On translate.wordpress.org, you will find a list of every language available for translating WordPress. If you speak one of the languages listed and it hasn’t been completely translated (listed at 100%), you can see the untranslated strings and suggest translations.
Before your translations become part of WordPress, they will need to be approved by a translation editor – a trusted member of the polyglots community who can also appoint new translation editors.
On the official site for translating WordPress – http://translate.wordpress.org, The Polyglots team uses a WordPress plugin called GlotPress that turns WordPress into a translation management system. It allows collaborative work by translation contributors and translation editors and is the recommended tool for translating WordPress, plugins and themes.

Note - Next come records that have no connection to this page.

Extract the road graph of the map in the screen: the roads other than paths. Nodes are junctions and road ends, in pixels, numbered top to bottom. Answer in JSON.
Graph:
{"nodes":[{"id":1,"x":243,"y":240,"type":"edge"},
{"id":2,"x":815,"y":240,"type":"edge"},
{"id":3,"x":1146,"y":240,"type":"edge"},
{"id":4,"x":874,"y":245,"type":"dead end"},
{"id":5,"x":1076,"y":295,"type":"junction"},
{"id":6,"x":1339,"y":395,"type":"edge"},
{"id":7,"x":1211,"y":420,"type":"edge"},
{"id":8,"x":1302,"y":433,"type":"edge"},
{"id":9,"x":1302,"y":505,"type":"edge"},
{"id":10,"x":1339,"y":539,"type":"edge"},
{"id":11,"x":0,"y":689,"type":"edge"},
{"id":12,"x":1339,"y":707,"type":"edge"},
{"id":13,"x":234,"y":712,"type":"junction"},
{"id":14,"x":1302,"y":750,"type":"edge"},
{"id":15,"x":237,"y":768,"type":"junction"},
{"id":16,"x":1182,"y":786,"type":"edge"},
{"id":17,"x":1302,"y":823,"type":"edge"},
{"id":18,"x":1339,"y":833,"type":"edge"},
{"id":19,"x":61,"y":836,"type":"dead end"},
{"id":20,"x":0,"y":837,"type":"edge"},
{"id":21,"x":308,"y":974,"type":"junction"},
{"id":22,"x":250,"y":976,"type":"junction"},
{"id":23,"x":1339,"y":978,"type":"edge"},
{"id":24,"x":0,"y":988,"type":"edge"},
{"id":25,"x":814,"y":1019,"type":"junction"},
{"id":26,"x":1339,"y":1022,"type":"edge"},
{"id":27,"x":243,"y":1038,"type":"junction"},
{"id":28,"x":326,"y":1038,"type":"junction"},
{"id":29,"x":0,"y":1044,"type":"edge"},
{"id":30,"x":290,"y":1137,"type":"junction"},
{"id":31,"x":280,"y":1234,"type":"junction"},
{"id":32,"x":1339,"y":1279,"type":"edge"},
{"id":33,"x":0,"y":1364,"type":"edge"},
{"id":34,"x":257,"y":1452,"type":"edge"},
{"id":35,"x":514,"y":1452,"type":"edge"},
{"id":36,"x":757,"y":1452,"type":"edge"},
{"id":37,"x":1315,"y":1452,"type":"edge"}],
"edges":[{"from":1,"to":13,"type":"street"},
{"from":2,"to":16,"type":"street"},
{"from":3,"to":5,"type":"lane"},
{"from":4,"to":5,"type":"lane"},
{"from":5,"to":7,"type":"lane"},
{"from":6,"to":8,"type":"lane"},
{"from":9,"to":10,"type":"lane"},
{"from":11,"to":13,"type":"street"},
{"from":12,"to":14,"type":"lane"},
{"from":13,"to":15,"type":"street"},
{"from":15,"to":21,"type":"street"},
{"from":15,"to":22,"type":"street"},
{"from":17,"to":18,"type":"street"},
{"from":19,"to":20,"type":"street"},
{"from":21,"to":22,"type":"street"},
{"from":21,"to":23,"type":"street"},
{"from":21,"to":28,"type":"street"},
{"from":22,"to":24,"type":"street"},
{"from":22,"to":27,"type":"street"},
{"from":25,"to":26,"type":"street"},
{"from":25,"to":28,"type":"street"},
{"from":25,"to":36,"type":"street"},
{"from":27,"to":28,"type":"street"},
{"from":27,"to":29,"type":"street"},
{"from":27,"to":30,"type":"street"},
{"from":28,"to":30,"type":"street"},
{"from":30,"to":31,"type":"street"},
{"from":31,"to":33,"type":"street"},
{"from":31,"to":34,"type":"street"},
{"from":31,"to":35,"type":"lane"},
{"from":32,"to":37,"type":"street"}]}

Rosetta Sites are gateways to local communities. They are the version of WordPress.org in a specific language. They are also the place where you can download WordPress in that language, find more information on the team of translators and see examples of websites that have been built with WordPress in that language.
Local forums are the place for discussions and support in a specific language.
Internationalization and localization (commonly abbreviated as i18n and l10n respectively) are terms used to describe the effort to make WordPress (and other such projects) available in languages other than English for people from different locales, who have different dialects and local preferences.
The process of localizing software has two steps. The first step is when the developers provide a mechanism and method for the eventual translation of the program and its interface to suit local preferences and languages for users worldwide. This process is internationalization (i18n). WordPress developers have done this already, so in theory, WordPress can be used in any language.
The second step is the actual localization (l10n), the process by which the text on the page and other settings are translated and adapted to another language and culture, using the framework prescribed by the developers of the software. WordPress has already been localized into many languages (see our list of teams for more information).
This handbook explains how translators (bi- or multi-lingual WordPress users) can go about localizing WordPress to more languages.
Throughout this handbook, we’ll use a few terms that you might want to familiarize yourself with.
Internationalization: As mentioned above, internationalization is the method in which we make WordPress available in different languages and regions.
Localization: Localization is the process of translating software to a different language. This term is often used interchangeably in this handbook with internationalization.
Locale: A locale (as opposed to “local”) is the combination of a language and a regional dialect. Locales often refer to countries. For example, Portuguese (Portugal) and Portuguese (Brazilian). The default locale for WordPress is English (U.S.). To define a locale we either use a language code + a country code or the ISO 639-3 code of a language.
Rosetta site: The local WordPress.org site for a specific locale. For example the Portuguese Rosetta site is pt.wordpress.org and the Bulgarian site is bg.wordpress.org.